Yonemura Y, de Aretxabala X, Fujimura T, Fushida S, Katayama K, Bandou E, Sugiyama K, Kawamura T, Kinoshita K, Endou Y, Sasaki T
School of Medicine, Kanazawa University, 13-1 Takara-Machi, Kanazawa City, Japan.
Hepatogastroenterology. 2001 Nov-Dec;48(42):1776-82.
BACKGROUND/AIMS: Although the most frequent cause of death after curative resection of advanced gastric cancer is peritoneal recurrence, there was no effective therapy for the prevention of peritoneal recurrence. This randomized trial sought to determine whether intraoperative chemohyperthermic peritoneal perfusion could eliminate microscopic residual disease and thereby improve survival of patients with advanced gastric cancer.
One-hundred and thirty-nine patients with T2-4 gastric cancer underwent curative gastrectomy with extended lymphadenectomy. These patients were randomly allocated into the following three groups. Patients in the CHPP group received surgery + chemohyperthermic peritoneal perfusion, and those in the CNPP group underwent surgery + chemonormothermic peritoneal perfusion. The third group was surgery alone group. In the CHPP and CNPP groups, peritoneal cavity was perfused with 6-8 liters of heated saline at, respectively, 42-43 degrees C and 37 degrees C with 30 mg of mitomycin C and 300 mg of cisplatin by a extracorporeal circulation machine.

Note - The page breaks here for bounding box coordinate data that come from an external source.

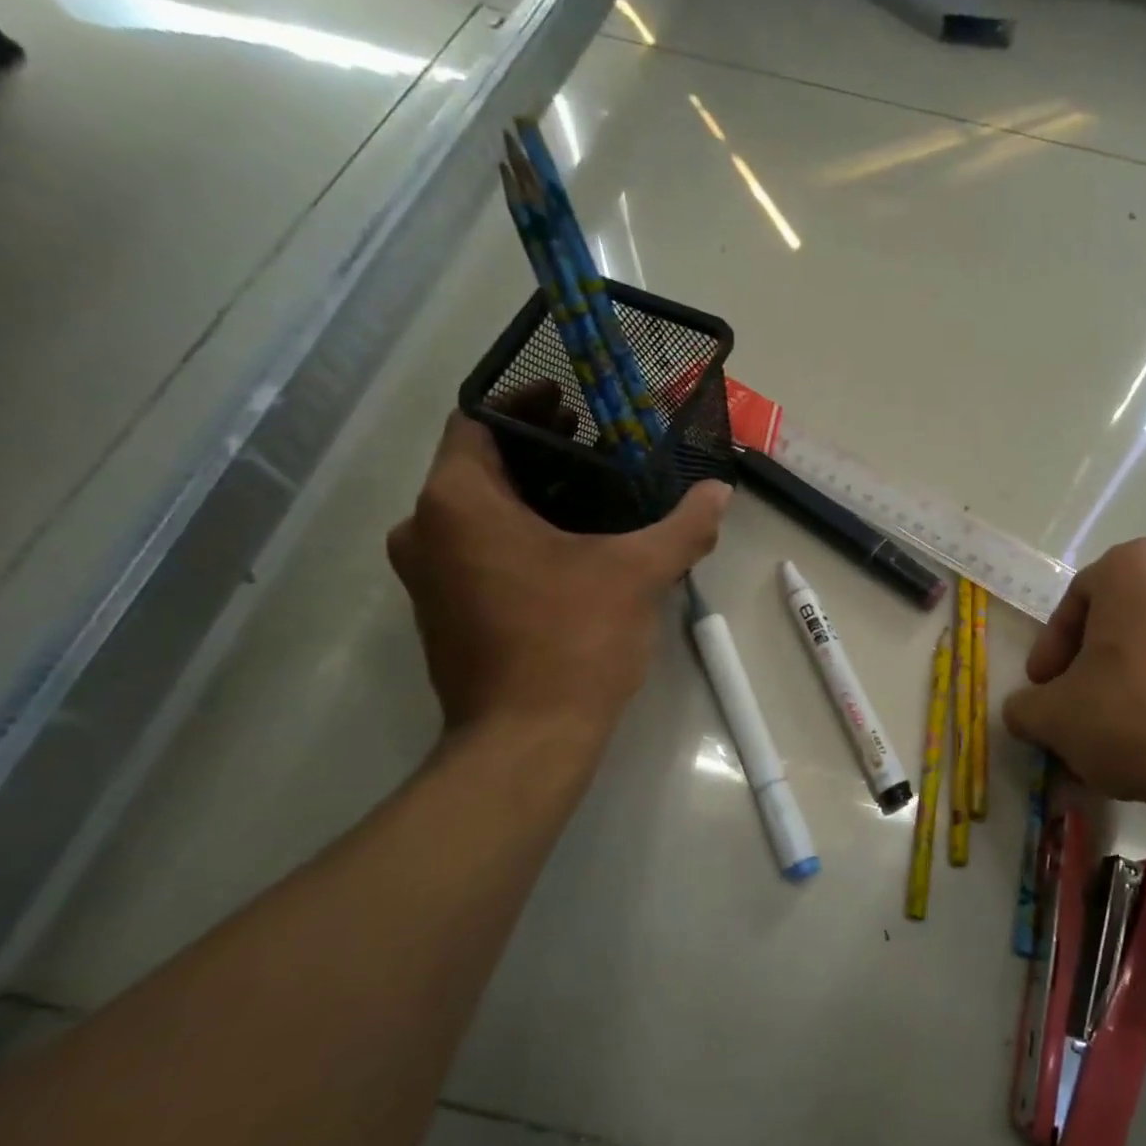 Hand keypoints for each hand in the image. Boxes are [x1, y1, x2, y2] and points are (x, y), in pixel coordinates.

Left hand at [388, 409, 730, 739]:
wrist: (526, 741)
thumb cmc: (573, 641)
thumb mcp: (638, 574)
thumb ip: (682, 526)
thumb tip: (720, 492)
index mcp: (458, 503)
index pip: (478, 421)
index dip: (526, 404)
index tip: (574, 404)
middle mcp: (425, 530)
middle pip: (477, 464)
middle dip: (536, 451)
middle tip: (596, 445)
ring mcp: (427, 575)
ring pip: (474, 510)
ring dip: (526, 494)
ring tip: (591, 492)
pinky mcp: (442, 610)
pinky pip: (474, 548)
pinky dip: (514, 532)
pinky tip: (569, 545)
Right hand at [1003, 539, 1145, 821]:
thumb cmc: (1134, 717)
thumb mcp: (1054, 716)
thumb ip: (1025, 706)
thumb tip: (1025, 710)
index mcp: (1135, 568)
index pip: (1074, 603)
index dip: (1050, 650)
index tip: (1042, 689)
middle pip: (1117, 621)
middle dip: (1089, 665)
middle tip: (1072, 706)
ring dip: (1127, 681)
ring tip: (1113, 731)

Major operative complication occurred in 19% (9/48), 14% (6/44) and 19% (9/47) of the CHPP, CNPP and surgery alone group, respectively. Complication which uniquely developed after chemohyperthermic peritoneal perfusion was bowel perforation. Mortality rates of each group were 4% (2/48), 0% (0/44) and 4% (2/47) in the CHPP, CNPP and surgery alone group, respectively. Overall 5-year survival rates of CHPP, CNPP and surgery alone groups were 61%, 43% and 42%, respectively. In a subset analysis, patients with gastric cancer having serosal invasion or lymph node metastasis have shown a statistically significant improvement in survival when treated with chemohyperthermic peritoneal perfusion. However, chemonormothermic peritoneal perfusion had no survival benefit. By analyzing with Cox proportional hazard model, chemohyperthermic peritoneal perfusion emerged as an independent prognostic factor for good survival. Surgery alone had three-fold higher risk of death than chemohyperthermic peritoneal perfusion.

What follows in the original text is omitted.